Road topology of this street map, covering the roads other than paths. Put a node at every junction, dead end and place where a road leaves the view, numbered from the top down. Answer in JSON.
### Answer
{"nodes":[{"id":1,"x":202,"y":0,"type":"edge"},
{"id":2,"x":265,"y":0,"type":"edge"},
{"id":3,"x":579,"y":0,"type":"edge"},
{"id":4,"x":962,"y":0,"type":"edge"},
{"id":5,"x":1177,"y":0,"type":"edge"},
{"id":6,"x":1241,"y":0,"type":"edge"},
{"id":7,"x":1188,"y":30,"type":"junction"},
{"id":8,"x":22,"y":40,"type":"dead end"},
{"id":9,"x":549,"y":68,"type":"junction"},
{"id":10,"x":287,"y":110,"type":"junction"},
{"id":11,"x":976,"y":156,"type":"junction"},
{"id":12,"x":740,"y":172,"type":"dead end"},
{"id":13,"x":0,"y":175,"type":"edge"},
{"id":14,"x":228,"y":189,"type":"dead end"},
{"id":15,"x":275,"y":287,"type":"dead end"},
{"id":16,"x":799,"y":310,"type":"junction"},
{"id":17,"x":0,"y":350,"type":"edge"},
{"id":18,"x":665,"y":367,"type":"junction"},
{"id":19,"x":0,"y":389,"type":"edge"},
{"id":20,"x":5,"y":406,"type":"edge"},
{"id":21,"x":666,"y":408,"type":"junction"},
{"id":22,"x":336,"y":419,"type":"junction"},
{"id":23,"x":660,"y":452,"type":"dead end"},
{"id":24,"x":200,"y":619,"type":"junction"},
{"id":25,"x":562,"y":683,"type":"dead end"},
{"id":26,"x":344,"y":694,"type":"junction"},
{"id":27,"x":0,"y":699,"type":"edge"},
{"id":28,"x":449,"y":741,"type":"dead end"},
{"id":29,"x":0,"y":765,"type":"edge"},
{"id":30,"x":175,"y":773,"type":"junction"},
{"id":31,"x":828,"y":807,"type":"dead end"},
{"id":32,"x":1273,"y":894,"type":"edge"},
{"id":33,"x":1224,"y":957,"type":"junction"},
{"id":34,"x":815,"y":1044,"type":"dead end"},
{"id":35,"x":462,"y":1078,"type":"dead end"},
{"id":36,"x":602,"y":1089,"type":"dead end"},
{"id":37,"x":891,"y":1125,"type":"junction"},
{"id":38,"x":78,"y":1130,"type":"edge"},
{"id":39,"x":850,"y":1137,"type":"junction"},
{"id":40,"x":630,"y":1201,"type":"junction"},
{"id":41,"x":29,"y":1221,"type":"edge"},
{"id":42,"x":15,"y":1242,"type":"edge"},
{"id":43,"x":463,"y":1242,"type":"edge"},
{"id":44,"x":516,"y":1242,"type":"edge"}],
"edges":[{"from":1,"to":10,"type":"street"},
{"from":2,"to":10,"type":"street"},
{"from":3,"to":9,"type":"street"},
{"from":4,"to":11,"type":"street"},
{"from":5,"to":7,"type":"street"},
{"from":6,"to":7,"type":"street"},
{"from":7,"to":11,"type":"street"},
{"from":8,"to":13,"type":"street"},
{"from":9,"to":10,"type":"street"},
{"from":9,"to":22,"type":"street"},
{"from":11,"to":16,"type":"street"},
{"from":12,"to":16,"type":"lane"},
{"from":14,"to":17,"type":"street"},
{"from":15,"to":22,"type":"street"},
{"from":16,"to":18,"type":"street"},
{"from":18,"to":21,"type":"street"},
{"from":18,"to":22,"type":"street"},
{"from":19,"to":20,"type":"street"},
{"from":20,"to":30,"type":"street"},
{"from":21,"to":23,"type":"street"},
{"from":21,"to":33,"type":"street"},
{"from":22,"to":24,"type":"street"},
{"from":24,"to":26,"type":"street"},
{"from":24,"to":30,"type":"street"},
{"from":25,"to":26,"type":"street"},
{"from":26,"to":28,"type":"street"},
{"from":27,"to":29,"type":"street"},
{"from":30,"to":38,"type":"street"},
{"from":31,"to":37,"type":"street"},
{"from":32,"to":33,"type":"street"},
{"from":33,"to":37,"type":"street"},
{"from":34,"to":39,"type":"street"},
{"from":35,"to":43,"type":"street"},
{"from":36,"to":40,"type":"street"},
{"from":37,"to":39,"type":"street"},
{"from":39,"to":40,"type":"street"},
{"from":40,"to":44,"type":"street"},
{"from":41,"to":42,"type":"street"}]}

· · · · ·

If a line in the records above has the word "Answer", copy it out.

* _RESPONSE BOX_:
Road topology of this street map, covering the roads other than paths. Put a node at every junction, dead end and place where a road leaves the view, numbered from the top down. Answer in JSON.
### Answer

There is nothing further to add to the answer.